Top of DATA PROVIDED
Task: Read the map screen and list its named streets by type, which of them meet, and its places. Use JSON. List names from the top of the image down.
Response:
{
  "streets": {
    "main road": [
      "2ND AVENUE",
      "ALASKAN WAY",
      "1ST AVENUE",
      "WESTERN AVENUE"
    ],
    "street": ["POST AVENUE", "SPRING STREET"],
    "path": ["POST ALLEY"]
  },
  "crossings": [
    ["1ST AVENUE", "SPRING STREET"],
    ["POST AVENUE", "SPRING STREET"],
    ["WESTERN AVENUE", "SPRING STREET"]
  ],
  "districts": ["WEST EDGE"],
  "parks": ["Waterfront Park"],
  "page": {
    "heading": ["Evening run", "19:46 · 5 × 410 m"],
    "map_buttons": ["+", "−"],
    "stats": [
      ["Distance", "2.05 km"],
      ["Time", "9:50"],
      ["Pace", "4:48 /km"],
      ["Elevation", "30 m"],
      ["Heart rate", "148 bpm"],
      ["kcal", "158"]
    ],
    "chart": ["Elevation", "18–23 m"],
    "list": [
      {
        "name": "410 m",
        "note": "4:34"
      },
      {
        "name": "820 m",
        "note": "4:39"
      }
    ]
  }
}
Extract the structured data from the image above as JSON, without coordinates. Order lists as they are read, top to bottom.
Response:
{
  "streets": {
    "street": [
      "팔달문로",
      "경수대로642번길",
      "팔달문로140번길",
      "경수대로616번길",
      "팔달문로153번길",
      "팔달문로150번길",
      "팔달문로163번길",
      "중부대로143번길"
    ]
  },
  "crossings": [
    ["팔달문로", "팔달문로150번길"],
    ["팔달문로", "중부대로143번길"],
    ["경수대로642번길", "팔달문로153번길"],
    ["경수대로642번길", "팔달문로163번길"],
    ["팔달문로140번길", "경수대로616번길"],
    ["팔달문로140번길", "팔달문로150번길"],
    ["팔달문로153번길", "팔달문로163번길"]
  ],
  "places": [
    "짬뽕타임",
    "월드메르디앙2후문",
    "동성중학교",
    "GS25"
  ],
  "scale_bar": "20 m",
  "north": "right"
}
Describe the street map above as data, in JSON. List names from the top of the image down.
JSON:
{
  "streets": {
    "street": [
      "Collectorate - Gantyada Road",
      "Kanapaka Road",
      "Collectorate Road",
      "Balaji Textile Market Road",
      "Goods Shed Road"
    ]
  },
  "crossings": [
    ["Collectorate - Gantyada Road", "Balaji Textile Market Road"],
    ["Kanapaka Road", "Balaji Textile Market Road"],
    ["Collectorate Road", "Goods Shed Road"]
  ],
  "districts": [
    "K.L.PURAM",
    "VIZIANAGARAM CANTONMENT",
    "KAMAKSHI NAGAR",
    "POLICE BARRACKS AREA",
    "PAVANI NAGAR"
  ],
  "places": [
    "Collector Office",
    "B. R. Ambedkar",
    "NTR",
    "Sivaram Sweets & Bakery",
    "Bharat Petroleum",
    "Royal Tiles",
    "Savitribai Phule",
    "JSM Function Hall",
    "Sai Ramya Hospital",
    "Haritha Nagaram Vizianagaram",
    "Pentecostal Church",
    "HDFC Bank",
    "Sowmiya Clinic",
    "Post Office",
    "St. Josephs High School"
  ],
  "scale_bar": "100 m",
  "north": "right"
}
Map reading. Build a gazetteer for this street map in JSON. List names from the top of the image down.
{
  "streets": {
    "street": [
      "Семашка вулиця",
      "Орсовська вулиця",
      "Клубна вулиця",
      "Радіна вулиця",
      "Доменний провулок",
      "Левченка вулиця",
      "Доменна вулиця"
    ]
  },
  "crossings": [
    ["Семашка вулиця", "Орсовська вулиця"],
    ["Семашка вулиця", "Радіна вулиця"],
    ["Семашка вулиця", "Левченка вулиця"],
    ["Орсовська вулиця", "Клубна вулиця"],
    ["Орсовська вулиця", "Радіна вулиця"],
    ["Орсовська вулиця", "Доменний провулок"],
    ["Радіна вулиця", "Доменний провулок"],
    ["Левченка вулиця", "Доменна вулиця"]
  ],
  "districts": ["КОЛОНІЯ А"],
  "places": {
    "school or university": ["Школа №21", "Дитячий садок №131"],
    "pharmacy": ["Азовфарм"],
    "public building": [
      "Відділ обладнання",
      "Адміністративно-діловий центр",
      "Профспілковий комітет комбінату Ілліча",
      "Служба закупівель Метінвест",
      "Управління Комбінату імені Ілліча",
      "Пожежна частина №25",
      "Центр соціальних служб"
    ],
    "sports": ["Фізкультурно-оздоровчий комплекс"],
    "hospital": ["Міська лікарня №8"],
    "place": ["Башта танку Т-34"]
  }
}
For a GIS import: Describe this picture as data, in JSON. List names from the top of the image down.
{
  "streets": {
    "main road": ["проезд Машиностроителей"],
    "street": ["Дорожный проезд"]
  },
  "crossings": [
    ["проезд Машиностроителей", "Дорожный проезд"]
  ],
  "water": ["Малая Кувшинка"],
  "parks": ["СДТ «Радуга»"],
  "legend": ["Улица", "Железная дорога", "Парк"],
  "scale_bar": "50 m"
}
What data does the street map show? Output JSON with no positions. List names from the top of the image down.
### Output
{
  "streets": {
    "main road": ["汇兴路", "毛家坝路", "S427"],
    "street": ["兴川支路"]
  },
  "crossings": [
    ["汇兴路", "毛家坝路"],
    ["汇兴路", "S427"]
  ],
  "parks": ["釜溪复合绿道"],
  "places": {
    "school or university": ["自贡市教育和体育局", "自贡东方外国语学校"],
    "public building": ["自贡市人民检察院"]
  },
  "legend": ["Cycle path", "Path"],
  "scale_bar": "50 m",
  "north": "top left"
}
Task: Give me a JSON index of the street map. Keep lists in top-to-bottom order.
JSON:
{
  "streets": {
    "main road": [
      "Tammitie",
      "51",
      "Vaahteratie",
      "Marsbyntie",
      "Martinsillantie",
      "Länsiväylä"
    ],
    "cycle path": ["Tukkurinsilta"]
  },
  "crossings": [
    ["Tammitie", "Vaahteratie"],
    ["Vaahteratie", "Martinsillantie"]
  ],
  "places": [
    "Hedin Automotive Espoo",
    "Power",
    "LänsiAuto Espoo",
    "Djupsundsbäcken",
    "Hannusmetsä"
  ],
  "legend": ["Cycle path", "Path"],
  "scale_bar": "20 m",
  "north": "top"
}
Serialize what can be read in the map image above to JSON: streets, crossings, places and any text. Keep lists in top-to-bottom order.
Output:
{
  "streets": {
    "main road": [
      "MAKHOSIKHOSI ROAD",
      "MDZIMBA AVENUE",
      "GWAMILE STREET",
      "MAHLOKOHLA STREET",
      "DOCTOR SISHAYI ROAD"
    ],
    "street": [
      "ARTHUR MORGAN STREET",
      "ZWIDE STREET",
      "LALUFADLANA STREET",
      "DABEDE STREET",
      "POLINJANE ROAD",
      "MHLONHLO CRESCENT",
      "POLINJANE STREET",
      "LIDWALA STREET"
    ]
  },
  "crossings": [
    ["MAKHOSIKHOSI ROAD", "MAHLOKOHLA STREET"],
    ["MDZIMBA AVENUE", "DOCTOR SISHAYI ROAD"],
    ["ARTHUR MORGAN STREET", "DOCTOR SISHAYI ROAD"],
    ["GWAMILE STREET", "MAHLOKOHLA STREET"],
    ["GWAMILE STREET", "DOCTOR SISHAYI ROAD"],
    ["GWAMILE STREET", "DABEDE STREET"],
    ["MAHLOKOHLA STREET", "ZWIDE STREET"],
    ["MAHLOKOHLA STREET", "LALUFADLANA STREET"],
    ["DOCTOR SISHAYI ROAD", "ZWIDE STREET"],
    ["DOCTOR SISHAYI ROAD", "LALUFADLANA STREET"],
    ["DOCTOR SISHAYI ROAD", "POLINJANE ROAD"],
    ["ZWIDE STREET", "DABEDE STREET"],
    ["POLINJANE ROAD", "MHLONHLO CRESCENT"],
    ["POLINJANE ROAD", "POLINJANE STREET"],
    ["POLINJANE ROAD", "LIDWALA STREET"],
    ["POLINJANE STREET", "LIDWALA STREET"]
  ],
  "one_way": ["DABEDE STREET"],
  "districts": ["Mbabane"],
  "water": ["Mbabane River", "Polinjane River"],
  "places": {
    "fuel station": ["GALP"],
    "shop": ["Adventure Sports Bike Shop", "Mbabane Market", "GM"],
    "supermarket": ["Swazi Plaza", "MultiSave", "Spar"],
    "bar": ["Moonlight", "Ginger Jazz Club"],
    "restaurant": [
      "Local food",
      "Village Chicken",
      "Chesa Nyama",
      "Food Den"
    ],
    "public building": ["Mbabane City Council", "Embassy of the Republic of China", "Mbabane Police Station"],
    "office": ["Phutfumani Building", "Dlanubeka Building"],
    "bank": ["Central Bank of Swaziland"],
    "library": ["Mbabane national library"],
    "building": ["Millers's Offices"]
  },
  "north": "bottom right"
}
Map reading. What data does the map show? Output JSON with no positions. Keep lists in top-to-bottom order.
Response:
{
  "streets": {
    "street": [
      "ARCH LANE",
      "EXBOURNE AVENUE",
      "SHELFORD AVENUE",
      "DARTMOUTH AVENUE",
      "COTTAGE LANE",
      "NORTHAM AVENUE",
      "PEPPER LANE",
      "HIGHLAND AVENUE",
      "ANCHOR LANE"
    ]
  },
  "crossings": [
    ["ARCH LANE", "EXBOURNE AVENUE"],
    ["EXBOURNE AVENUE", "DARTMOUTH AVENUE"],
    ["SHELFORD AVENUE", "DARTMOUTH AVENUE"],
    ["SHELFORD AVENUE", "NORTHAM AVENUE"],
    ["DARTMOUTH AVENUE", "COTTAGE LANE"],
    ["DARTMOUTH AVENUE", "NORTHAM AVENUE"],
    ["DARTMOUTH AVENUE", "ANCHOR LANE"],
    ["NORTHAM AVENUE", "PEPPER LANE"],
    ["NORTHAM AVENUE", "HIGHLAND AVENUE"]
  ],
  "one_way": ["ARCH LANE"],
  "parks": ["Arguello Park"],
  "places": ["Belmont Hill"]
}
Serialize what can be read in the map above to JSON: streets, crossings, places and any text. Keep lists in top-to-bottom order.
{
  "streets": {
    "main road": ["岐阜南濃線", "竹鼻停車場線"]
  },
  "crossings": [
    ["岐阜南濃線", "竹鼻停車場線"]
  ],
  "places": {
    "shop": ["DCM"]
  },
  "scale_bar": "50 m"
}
Bottom of DATA PROVIDED
ACTIVITY
Looking at the records above, report how many lines contain the word "ZWIDE". Answer with the number only.

RESULT OF THE EXERCISE
4